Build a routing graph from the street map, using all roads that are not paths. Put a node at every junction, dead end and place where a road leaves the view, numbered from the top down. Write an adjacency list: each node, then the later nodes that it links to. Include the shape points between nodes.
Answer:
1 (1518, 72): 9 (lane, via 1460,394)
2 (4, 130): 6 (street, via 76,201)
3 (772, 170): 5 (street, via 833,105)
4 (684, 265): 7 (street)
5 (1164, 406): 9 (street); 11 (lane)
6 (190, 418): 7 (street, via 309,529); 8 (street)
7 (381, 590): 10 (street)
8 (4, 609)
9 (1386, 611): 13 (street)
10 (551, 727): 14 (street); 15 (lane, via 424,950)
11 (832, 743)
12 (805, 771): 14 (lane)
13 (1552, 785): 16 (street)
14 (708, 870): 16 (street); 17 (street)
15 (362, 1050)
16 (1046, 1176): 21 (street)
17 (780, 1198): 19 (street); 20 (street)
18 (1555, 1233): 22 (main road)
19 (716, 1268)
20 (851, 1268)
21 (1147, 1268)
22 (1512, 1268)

==

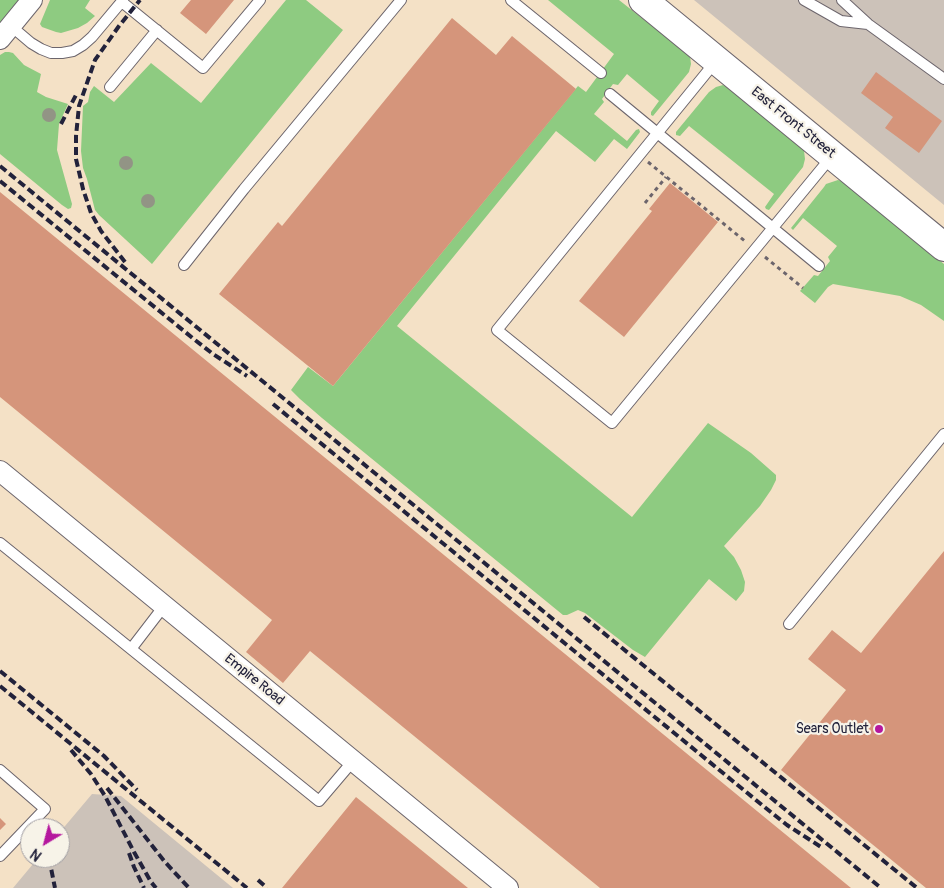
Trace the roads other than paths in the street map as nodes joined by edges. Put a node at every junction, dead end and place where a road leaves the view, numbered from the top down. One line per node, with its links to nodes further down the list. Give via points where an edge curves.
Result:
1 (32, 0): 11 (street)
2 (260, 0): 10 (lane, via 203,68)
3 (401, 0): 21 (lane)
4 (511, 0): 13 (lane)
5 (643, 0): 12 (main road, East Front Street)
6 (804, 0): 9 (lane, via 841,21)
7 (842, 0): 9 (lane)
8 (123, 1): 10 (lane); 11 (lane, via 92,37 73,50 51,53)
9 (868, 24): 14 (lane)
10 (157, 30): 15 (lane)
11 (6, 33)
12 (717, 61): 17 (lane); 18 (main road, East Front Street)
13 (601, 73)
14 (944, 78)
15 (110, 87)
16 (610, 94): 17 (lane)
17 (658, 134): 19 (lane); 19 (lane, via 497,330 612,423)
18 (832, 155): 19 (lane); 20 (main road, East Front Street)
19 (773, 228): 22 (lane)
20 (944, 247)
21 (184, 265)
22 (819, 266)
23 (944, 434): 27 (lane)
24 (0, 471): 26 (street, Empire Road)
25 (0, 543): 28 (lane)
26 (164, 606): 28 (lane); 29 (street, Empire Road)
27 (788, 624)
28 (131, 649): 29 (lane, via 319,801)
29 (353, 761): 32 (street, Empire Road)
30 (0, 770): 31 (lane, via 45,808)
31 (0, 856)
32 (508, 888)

Task prompt ->
Look through the data above. Copy every line with the string "links" in it.

Exercise answer ->
Build a routing graph from the street map, using all roads that are not paths. Put a node at every junction, dead end and place where a road leaves the view, numbered from the top down. Write an adjacency list: each node, then the later nodes that it links to. Include the shape points between nodes.
Trace the roads other than paths in the street map as nodes joined by edges. Put a node at every junction, dead end and place where a road leaves the view, numbered from the top down. One line per node, with its links to nodes further down the list. Give via points where an edge curves.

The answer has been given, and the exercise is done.